欧州メーカーの思惑は、それほど単純ではない
 トヨタがTHSの特許を無償で公開しているのは、トヨタTHSをトヨタ以外が採用することで、厳しい欧州のCAFE規制をクリアできれば、地球環境の改善が確実に早まる、ということが目的だという。

 それは世界一の自動車メーカーならではの責任感ともいえるものかもしれない。けれども、他メーカーはおいそれとトヨタTHSに手を出せないのにも納得できる事情がある。

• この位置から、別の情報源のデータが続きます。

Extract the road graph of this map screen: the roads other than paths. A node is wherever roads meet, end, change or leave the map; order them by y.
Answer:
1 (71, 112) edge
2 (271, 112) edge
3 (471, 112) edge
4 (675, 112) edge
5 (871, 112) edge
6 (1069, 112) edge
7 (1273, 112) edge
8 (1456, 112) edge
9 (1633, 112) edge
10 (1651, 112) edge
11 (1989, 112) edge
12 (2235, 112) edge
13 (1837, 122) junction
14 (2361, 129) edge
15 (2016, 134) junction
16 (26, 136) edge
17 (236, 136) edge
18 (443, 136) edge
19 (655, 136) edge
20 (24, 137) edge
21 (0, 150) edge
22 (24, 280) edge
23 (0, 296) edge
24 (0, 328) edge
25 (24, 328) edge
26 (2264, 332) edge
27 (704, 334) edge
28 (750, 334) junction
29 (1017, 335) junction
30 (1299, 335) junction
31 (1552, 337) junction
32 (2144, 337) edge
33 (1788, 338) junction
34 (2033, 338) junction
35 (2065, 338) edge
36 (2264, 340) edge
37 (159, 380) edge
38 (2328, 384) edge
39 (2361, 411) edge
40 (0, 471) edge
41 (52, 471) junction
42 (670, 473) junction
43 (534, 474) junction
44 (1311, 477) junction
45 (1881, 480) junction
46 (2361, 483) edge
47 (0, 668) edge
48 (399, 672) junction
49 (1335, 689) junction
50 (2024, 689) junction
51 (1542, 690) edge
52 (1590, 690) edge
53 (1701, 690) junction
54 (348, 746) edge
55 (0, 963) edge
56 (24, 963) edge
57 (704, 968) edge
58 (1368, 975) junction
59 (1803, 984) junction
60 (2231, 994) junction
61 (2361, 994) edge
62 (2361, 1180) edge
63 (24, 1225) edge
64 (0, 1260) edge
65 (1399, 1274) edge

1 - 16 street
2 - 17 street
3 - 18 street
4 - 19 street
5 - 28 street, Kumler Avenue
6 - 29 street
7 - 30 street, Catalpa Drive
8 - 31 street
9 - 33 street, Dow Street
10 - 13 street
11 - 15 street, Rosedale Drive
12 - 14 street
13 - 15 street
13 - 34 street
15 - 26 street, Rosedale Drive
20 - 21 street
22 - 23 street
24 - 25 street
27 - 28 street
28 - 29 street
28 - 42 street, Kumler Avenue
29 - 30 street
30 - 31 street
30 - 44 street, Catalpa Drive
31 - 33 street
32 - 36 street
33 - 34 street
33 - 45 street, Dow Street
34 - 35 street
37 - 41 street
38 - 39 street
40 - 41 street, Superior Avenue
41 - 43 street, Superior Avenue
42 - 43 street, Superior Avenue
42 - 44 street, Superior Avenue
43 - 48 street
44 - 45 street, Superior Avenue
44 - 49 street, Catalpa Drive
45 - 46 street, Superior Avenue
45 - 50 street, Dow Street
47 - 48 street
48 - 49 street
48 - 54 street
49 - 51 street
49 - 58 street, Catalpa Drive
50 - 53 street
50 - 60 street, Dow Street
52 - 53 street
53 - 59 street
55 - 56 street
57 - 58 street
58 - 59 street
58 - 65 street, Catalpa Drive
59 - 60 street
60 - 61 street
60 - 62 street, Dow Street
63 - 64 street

 それは前述のように、特許を利用したとしてもノウハウがなければ、その開発には膨大な時間と費用がかかることだ。仮にトヨタに協力してもらって開発スピードが早まったとしても、そうして作り上げたハイブリッド車を市場は評価してくれるだろうか。トヨタよりも歴史や伝統ある自動車メーカーのプライドもあって、そんな製品は世に送り出せないだろう。

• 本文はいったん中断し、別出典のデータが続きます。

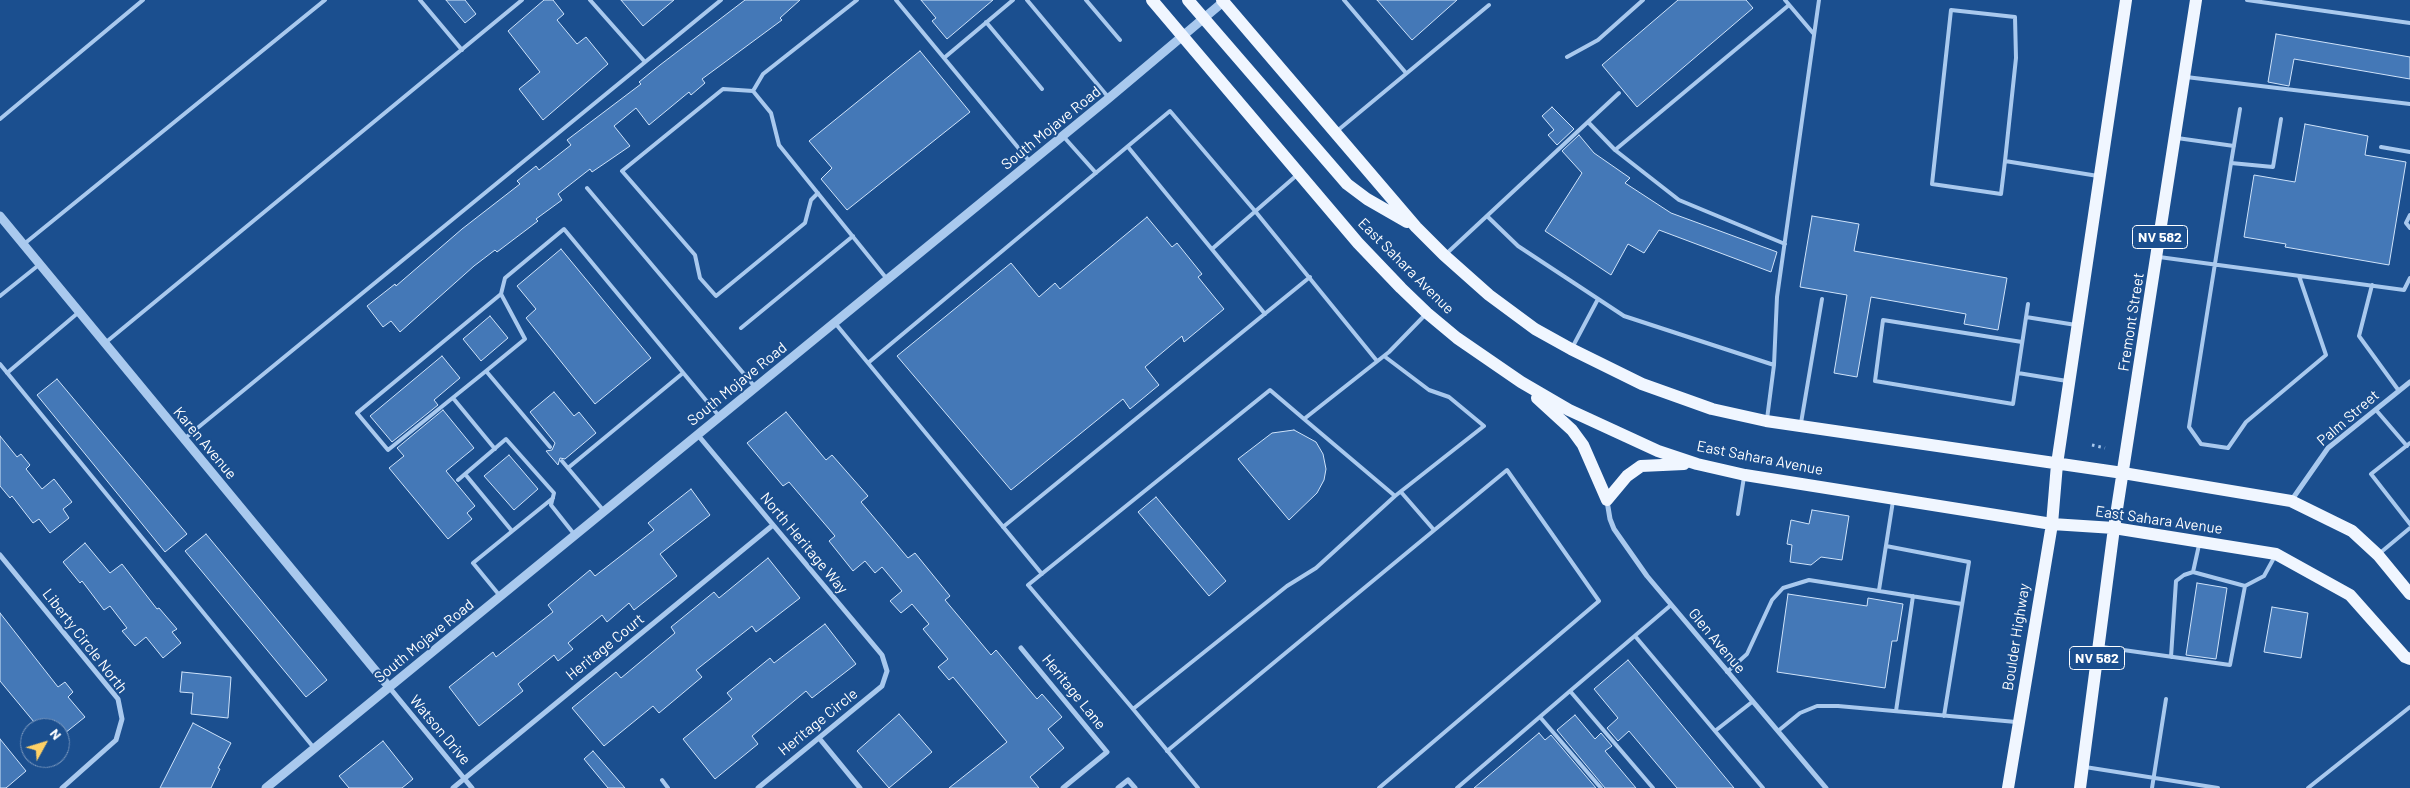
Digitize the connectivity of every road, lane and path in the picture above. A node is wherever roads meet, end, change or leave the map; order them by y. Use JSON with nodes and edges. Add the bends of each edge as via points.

 またディーゼル車の排ガス規制で不正を働いた経緯からすれば、ユーザーや行政機関を欺いてまでクルマを販売した企業は、ライバルメーカーが差し伸べた手に簡単に手を伸ばしたりはしないのではないか。結果的にTHSを採用したハイブリッド車を開発しても、10年後には無償公開を終了されたら、自社には技術ノウハウが残らなくなり、その後の開発に困ってしまう。

 GMがシボレー・ボルトの遊星ギア機構で、当初エンジンは発電だけに用いると説明したり、ホンダの2モーターハイブリッドが高速巡航時にエンジンを直結させたりするのは、トヨタTHSの特許に抵触しないためでもある、と筆者は思っている。

 日本のメーカーがTHSを採用するのは、自社が存続していくのを難しくしてしまう可能性もある。手を出してくるとすれば中国企業だが、すでにトヨタと合弁企業を設立しているところはともかく、リチウムの利権を握っている中国としてみればEVを普及させることこそ、中国車を世界に広める武器となるから、THSは利用したくてもできないという悩ましい仕組みなのではないだろうか。